Popular anger rising in Jordan, with price increases and a debt ratio nearing 100%
Translated today by our Mideastwire.com:
On February 22, the Qatari-owned Al-Quds al-Arabi daily carried the following lead editorial: “The decisions taken by Hani al-Mulki’s government to raise the taxes, prices and levies… upon the request of the IMF, with its known traditional recipes, subjected that government, once the taxes and prices bit the citizens – both rich and poor – with their fangs, to a wide popular surge. The fact that the first protests erupted in Al-Karak (40 kilometres south of the capital) could have carried an additional and concealed political meaning, as the latter has not yet awakened from the surprising terrorist attack in December 2016, which caused the death of ten people, including two civilians, a Canadian tourist and the four assailants, and was followed by a wide campaign of arrests. However, the protests quickly expanded to the Tafilah, Madaba and As-Salt governorates, and reached the point of demanding the toppling of the government, which is accused of failing to face the economic problems.
“The government justified its harsh decisions by the fact that they “aim to salvage national economy and lower the budgetary deficit.” Consequently, it increased the sales tax on many goods, and raised the gasoline, passports, cigarettes, sodas and internet prices, which was met with condemnation by the Jordanian citizens, at a time when deputies in parliament drafted a memo to withhold confidence from the government, and opposition movements voiced their disgruntlement inside and outside parliament. The recent developments place the Jordanian Cabinet in a difficult position, as the country’s debt has reached around $37 billion, i.e. 95.6% of GDP, while the interests and instalments have reached around 2.5 billion… In the meantime, the Jordanian elite enjoy wide academic, scientific and political experience.
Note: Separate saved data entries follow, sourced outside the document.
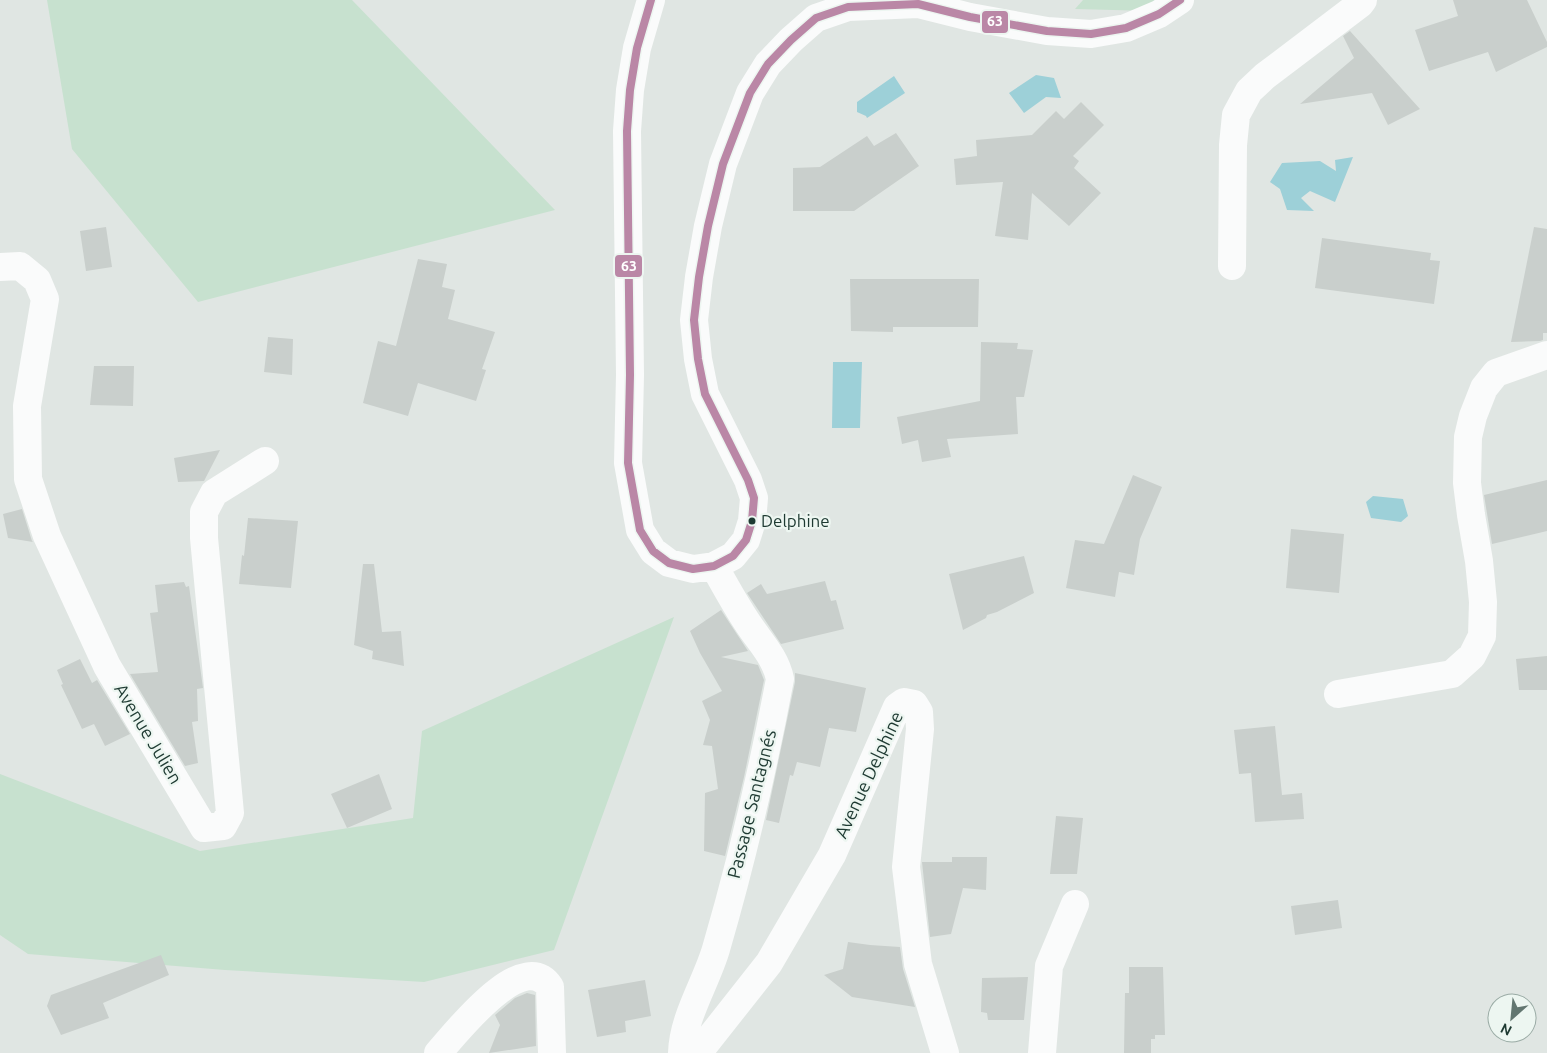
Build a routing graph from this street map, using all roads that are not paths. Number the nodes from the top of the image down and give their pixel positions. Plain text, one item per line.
1 (651, 0) edge
2 (1180, 0) edge
3 (1363, 0) edge
4 (918, 2) edge
5 (1232, 266) dead end
6 (0, 267) edge
7 (1547, 356) edge
8 (265, 462) dead end
9 (714, 566) junction
10 (1338, 694) dead end
11 (1075, 904) dead end
12 (438, 1053) edge
13 (552, 1053) edge
14 (682, 1053) edge
15 (698, 1053) edge
16 (946, 1053) edge
17 (1042, 1053) edge

1 - 9 street
2 - 4 street
3 - 5 street
4 - 9 street
6 - 8 street, Avenue Julien
7 - 10 street
9 - 14 street, Passage Santagnés
11 - 17 street
12 - 13 street
15 - 16 street, Avenue Delphine

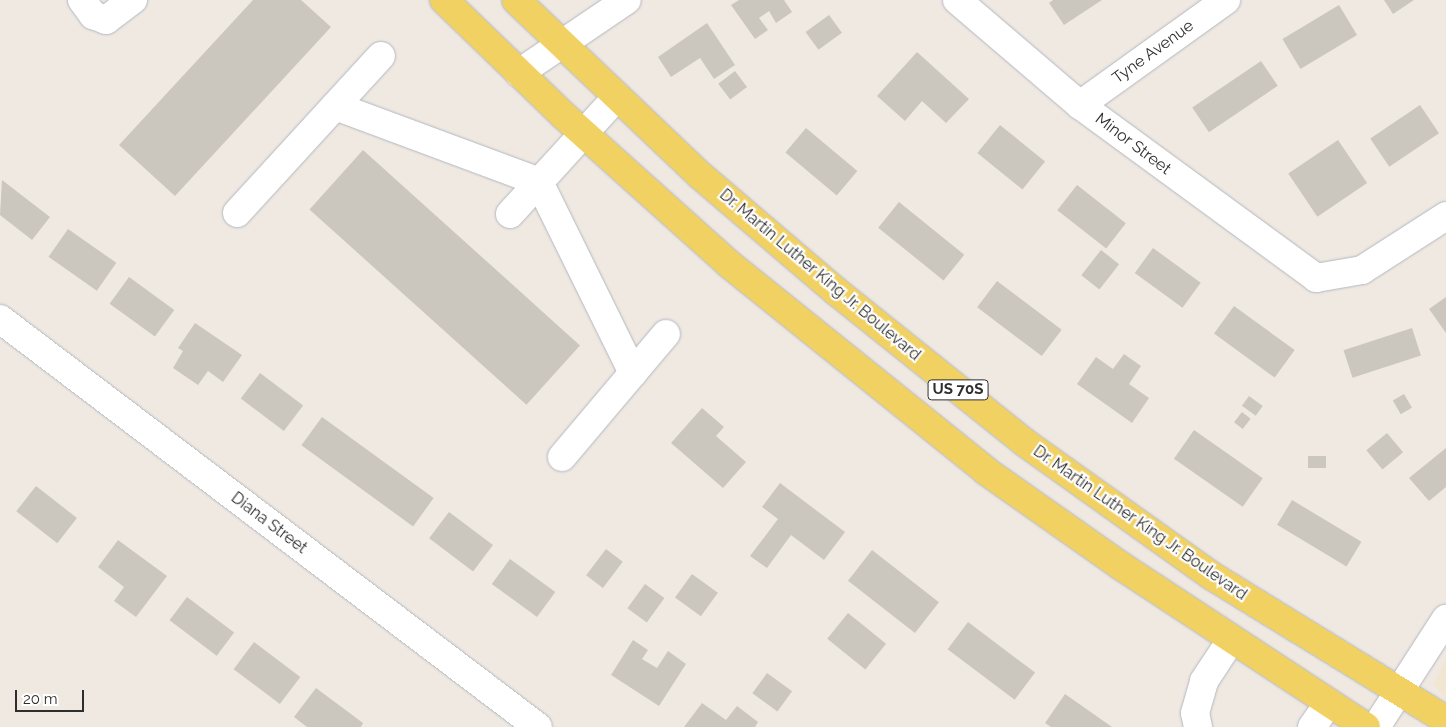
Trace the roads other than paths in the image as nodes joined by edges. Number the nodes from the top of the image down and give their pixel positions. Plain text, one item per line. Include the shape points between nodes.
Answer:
1 (82, 0) edge
2 (133, 0) edge
3 (444, 0) edge
4 (516, 0) edge
5 (627, 0) edge
6 (957, 0) edge
7 (1226, 0) edge
8 (562, 45) junction
9 (381, 56) dead end
10 (519, 73) junction
11 (617, 97) junction
12 (1080, 105) junction
13 (335, 106) junction
14 (583, 133) junction
15 (539, 182) junction
16 (238, 213) dead end
17 (510, 214) dead end
18 (1446, 216) edge
19 (0, 319) edge
20 (666, 334) dead end
21 (633, 373) junction
22 (562, 457) dead end
23 (1446, 618) edge
24 (1231, 640) junction
25 (1397, 692) junction
26 (1329, 703) junction
27 (1446, 720) edge
28 (538, 727) edge
29 (1198, 727) edge
30 (1312, 727) edge
31 (1366, 727) edge
32 (1376, 727) edge

1 - 2 street via 93,15 106,20
3 - 10 main road, US 70S
4 - 8 main road, Dr. Martin Luther King Jr. Boulevard / US 70S
5 - 8 street
6 - 12 street, Minor Street
7 - 12 street, Tyne Avenue
8 - 10 street
8 - 11 main road, Dr. Martin Luther King Jr. Boulevard / US 70S
9 - 13 street
10 - 14 main road, US 70S
11 - 14 street
11 - 25 main road, Dr. Martin Luther King Jr. Boulevard / US 70S via 701,176 816,275 1024,442 1212,576
12 - 18 street, Minor Street via 1316,278 1362,270
13 - 15 street
13 - 16 street
14 - 15 street
14 - 24 main road, US 70S via 729,264 986,471
15 - 17 street
15 - 21 street
19 - 28 street, Diana Street
20 - 21 street
21 - 22 street
23 - 25 street
24 - 26 main road, US 70S
24 - 29 street via 1204,681 1195,713
25 - 27 main road, Dr. Martin Luther King Jr. Boulevard / US 70S
25 - 32 street
26 - 30 street
26 - 31 main road, US 70S

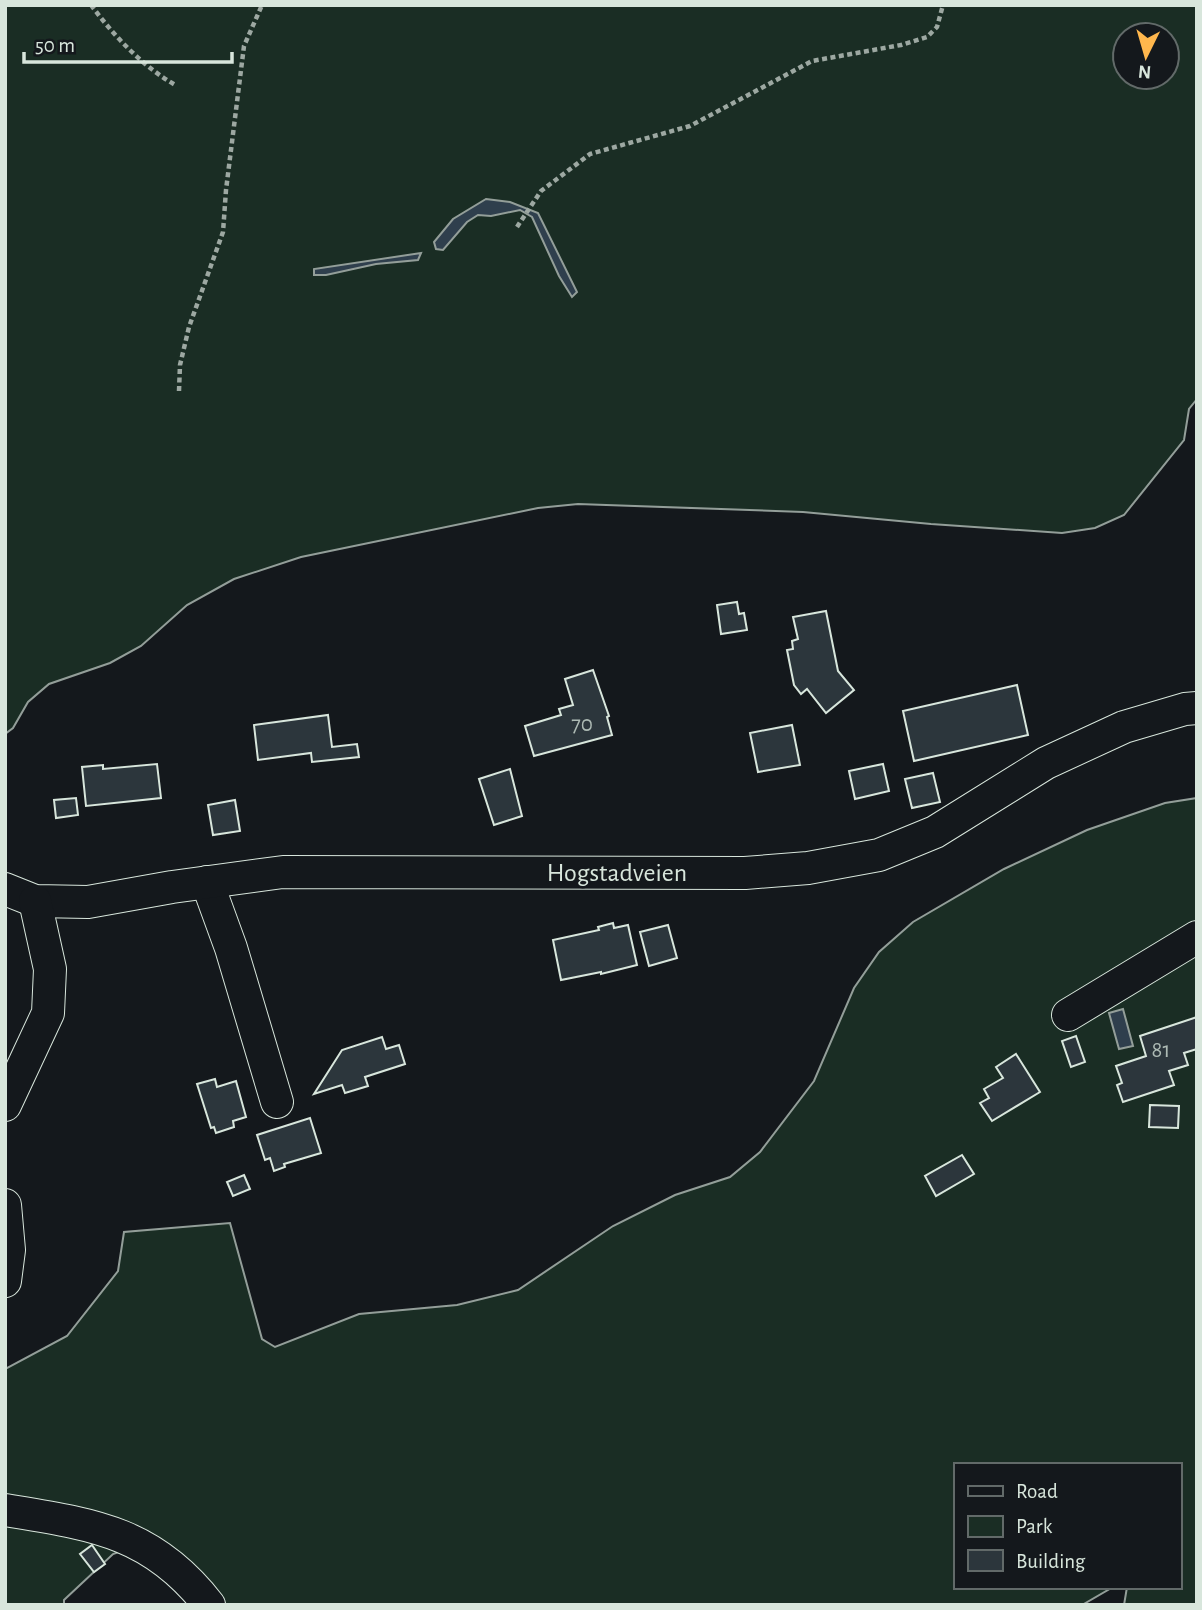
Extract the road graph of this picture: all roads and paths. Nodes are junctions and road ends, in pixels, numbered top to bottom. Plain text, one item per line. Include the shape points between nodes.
1 (91, 5) edge
2 (262, 5) edge
3 (943, 5) edge
4 (177, 86) dead end
5 (517, 227) dead end
6 (179, 391) dead end
7 (1197, 708) edge
8 (207, 882) junction
9 (5, 889) edge
10 (35, 901) junction
11 (1197, 937) edge
12 (1068, 1015) dead end
13 (277, 1102) dead end
14 (5, 1105) edge
15 (5, 1205) edge
16 (5, 1282) edge
17 (5, 1510) edge
18 (209, 1605) edge

1 - 4 path via 110,31
2 - 6 path via 244,46 223,232 189,327
3 - 5 path via 937,27 927,37 813,61 690,126 590,154 541,191
7 - 8 street, Hogstadveien via 1124,727 1068,752 924,837 879,855 808,868 745,873 283,872
8 - 10 street, Hogstadveien via 88,902
8 - 13 street
9 - 10 street, Hogstadveien
10 - 14 street via 50,970 48,1013
11 - 12 street
15 - 16 street via 9,1250
17 - 18 street via 111,1531 139,1543 173,1566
“And in the presence of a democratic economic and political system, they would be able to apply previously-tested recipes in smaller and larger countries than Jordan, instead of blindly succumbing to the IMF’s conditions… Indeed, the latter countries did not just abide by the IMF’s recipes, and widely relied on various forms of economic protectionism, while supporting modern industries and informational and digital economy. In Jordan, development could also affect other successful sectors, such as the tourism, alternative energy and service economy sectors, and the media directed towards the Arab surrounding. The economic question is therefore a purely political one, linked to the Jordanian elite’s ability to learn from previous, successful experiences, and ensure a political system capable of opening the country to political, economic and scientific competencies, who would participate and offer solutions in a world that is growing more competitive, brutal and dangerous by the day.
“Popular anger towards the government is understandable and rightful. And part of its importance resides in its ability to urge the ruling Jordanian institution and political elite to think strategically on the long run, and not rely on fast and harsh solutions that would burn the poor citizens, pushing them to yell and shout, even resort to futile suicidal solutions based on the ideologies of retaliation and death if they do not find any other outlet.”